# TASK REQUIREMENTS:
Copy every line from the records below that holds the word "Royales".

=======

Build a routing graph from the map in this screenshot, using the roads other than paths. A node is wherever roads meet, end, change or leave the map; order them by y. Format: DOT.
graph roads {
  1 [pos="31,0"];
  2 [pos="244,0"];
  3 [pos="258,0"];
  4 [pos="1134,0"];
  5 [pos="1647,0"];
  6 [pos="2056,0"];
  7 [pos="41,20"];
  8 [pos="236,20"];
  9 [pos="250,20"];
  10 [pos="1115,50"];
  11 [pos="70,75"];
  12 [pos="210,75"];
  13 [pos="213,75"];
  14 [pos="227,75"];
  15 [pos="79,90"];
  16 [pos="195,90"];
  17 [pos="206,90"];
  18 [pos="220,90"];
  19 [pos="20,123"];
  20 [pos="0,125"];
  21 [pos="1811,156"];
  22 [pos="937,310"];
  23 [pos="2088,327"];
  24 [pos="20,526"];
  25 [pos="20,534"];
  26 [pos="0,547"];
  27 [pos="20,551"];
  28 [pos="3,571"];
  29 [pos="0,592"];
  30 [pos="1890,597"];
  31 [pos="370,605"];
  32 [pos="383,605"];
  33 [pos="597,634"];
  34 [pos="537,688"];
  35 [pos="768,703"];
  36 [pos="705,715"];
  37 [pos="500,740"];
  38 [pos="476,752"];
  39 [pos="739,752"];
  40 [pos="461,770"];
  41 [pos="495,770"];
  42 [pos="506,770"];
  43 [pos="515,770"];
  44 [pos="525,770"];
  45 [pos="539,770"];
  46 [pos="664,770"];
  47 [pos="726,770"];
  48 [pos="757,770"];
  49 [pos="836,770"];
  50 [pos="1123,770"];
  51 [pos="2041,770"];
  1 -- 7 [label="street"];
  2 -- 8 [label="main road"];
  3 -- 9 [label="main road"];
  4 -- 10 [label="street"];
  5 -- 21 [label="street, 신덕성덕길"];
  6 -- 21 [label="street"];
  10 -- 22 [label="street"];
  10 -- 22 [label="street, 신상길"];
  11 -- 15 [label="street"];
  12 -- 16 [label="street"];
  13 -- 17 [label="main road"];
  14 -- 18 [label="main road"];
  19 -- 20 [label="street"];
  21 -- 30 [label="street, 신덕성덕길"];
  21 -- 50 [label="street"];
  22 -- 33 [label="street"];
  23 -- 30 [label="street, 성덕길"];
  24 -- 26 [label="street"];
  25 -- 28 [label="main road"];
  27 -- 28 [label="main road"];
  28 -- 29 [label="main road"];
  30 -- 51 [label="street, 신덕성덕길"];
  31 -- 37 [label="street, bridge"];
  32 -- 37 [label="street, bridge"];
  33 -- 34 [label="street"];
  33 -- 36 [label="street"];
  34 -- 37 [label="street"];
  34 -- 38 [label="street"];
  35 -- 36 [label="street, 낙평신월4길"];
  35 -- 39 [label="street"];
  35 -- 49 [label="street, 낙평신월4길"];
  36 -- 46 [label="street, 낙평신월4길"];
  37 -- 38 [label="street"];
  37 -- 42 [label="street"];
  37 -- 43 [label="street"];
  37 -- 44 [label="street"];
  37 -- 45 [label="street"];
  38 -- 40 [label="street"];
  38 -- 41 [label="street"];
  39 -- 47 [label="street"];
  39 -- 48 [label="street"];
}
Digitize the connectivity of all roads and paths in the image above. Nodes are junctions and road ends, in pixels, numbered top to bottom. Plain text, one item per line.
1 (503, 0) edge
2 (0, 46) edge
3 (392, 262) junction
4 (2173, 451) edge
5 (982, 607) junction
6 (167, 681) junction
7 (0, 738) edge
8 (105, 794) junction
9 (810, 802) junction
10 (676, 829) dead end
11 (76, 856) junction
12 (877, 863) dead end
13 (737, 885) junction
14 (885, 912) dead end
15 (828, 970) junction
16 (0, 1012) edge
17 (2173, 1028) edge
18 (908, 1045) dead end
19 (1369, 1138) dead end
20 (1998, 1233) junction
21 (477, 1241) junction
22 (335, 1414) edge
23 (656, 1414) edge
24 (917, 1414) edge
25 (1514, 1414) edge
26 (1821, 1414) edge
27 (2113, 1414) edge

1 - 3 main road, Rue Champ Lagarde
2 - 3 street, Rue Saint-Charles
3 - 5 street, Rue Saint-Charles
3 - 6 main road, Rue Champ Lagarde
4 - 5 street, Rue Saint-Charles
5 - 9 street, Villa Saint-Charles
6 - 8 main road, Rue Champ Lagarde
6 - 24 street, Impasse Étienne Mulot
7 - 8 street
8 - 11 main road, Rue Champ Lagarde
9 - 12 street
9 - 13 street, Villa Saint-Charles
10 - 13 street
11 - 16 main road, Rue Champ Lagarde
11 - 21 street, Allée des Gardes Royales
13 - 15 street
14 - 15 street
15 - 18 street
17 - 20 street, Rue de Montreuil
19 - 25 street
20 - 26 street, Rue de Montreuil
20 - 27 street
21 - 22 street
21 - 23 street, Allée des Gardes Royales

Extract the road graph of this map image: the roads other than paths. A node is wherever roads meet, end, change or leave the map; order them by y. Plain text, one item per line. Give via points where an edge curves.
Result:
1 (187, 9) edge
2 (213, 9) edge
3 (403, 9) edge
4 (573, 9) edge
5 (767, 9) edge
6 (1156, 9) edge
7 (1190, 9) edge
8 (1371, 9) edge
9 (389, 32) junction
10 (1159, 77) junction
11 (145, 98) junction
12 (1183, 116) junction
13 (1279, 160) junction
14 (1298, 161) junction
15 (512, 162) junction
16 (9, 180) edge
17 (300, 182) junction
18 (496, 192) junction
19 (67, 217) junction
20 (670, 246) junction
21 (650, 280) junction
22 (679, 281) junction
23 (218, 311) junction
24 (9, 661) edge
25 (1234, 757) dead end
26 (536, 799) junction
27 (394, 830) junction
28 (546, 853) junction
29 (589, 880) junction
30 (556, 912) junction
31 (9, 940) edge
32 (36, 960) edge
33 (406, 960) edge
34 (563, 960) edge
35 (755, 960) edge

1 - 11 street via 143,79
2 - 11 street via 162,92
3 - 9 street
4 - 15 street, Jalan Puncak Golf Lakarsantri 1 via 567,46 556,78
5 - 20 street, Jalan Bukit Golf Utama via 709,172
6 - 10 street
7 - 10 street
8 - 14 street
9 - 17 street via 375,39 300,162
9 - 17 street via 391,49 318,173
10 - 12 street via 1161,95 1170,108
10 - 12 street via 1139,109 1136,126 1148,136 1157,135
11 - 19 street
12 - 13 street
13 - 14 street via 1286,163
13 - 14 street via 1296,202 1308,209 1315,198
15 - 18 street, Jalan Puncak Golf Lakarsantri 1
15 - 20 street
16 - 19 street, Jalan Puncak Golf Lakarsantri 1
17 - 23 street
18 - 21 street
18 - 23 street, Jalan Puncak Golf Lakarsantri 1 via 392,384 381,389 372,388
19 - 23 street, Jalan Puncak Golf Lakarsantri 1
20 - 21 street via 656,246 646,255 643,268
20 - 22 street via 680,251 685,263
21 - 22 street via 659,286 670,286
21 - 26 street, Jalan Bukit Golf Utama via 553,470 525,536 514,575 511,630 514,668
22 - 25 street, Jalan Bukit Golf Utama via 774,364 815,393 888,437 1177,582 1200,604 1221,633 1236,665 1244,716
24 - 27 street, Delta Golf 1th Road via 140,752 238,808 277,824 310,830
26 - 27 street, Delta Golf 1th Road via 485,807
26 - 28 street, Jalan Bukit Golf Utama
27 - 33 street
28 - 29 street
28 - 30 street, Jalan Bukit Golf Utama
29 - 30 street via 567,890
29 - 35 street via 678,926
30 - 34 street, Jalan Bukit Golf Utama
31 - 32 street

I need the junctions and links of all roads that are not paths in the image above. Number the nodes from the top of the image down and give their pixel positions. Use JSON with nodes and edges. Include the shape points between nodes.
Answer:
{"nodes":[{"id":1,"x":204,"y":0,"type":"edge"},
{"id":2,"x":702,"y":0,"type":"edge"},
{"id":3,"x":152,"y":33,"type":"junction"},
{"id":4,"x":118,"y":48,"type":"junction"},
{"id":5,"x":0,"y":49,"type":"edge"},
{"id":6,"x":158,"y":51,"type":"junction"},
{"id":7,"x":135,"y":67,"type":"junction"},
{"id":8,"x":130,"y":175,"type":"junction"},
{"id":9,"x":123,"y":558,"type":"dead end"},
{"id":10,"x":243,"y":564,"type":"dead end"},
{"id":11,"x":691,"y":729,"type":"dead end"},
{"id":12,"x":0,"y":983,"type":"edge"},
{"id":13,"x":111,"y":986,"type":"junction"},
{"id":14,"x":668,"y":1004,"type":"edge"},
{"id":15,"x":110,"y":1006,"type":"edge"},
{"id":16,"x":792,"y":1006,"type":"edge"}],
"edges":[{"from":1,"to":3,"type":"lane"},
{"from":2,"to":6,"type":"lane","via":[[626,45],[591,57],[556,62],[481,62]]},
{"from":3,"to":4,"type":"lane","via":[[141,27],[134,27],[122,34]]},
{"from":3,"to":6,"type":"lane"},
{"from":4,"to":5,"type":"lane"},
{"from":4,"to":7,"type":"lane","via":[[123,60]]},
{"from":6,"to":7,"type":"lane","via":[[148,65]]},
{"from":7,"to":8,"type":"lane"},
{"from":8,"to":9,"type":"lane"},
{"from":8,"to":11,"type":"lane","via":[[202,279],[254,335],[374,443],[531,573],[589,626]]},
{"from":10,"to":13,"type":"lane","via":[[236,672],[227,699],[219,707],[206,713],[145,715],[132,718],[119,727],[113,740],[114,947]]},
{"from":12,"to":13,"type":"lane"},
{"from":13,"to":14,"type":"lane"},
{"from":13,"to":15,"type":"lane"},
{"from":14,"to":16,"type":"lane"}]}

=======

# WRITTEN ANSWER:
11 - 21 street, Allée des Gardes Royales
21 - 23 street, Allée des Gardes Royales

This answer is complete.